The Tale of the Young Witch book review

By imh No comments

The Tale of the Young Witch is a story I wanted to like more than I did: the beginning is strong, delivering potent motivation to our primary character that I could buy into, there is a strong aesthetic/setting in the age of steam, and you have the underlying themes of the destructive potential of prevalent power.

The issues for me come in two major areas, the characters and the prose. The prose is almost good, there is effort to be descriptive and emotive, and the vocabulary is strong, but the descriptions are awkward and expository. Actions or moments would often have one words descriptions shoehorned in, sometimes the same description multiple times over the course of a paragraph, and descriptions (the same description repeatedly) were often used as calling cards for specific characters, resulting in prose that is awkward and just a bit bloated. Exacerbating the awkward angle, was the repeated use of dialogue to exposit to the readers, and not just in the sense of characters expressing things to one another that they would know, but doing it with expositive descriptions, which just reads weird. The prose also over relies on blunt telling to convey character emotions and personality.

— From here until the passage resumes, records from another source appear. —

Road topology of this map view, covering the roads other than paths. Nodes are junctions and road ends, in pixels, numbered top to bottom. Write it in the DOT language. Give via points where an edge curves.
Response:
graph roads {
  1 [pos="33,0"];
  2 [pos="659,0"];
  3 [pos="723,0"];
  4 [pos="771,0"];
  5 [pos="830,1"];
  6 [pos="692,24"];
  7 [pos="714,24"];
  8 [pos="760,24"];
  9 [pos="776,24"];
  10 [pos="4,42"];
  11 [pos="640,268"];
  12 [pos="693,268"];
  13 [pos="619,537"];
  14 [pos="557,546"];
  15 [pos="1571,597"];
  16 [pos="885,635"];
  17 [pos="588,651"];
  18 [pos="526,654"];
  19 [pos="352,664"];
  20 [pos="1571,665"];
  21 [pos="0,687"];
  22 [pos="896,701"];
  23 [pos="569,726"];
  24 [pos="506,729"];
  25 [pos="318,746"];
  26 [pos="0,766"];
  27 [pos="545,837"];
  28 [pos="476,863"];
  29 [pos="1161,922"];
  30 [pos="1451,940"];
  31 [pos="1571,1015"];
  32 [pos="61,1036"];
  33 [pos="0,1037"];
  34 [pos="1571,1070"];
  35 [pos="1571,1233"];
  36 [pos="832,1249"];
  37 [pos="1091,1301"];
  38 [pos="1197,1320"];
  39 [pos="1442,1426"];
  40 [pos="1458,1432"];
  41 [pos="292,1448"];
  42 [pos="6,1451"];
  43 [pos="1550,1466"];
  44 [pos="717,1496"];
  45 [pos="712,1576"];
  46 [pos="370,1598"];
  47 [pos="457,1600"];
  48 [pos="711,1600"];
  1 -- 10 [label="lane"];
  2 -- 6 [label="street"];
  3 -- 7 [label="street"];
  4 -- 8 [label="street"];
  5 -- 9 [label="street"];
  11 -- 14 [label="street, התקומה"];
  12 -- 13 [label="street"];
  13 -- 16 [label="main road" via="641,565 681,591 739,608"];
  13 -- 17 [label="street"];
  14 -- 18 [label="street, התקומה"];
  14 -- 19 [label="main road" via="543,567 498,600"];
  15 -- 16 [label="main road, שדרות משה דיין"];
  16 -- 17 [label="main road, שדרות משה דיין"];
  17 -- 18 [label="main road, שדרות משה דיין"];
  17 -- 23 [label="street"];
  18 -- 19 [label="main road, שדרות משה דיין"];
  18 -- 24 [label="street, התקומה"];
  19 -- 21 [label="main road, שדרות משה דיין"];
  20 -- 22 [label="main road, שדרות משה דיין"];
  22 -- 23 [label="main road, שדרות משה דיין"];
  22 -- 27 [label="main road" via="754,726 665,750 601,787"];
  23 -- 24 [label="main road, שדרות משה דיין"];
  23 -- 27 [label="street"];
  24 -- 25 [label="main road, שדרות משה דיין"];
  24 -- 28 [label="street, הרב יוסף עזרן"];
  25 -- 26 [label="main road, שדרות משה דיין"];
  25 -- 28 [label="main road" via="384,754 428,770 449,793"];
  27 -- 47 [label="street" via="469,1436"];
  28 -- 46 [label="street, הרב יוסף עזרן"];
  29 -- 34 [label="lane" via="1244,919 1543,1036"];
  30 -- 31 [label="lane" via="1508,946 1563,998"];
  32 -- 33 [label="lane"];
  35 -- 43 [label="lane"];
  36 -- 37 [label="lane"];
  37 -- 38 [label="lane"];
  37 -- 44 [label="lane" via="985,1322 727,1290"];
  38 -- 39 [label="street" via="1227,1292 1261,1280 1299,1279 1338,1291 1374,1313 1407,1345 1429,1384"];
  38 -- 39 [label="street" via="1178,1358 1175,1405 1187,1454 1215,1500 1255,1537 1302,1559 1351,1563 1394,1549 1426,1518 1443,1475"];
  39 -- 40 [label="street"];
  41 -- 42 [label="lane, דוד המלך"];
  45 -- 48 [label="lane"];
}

The other major issue I had was with the characters themselves: our primary character has neither agency nor an individual goal through the vast majority of the story, and this is present to lesser or greater degrees in most of the characters: the antagonists have more agency and clear objectives, but end up serving little to no purpose other than as proxies, and the secondary protagonists are largely useless, simply existing in the sphere of our MC. The best friend of our MC is so egregious at this that the narrative literally has him possessed and disappear for the entirety of the book’s second half. Most of our MC’s growth happens off screen, and the lack of agency, or objective, or real pressure from the antagonist for much of the book just means theres not a lot for her to interact with, narratively speaking.

I have other small qualms, but ultimately this was a story I just struggled to invest in.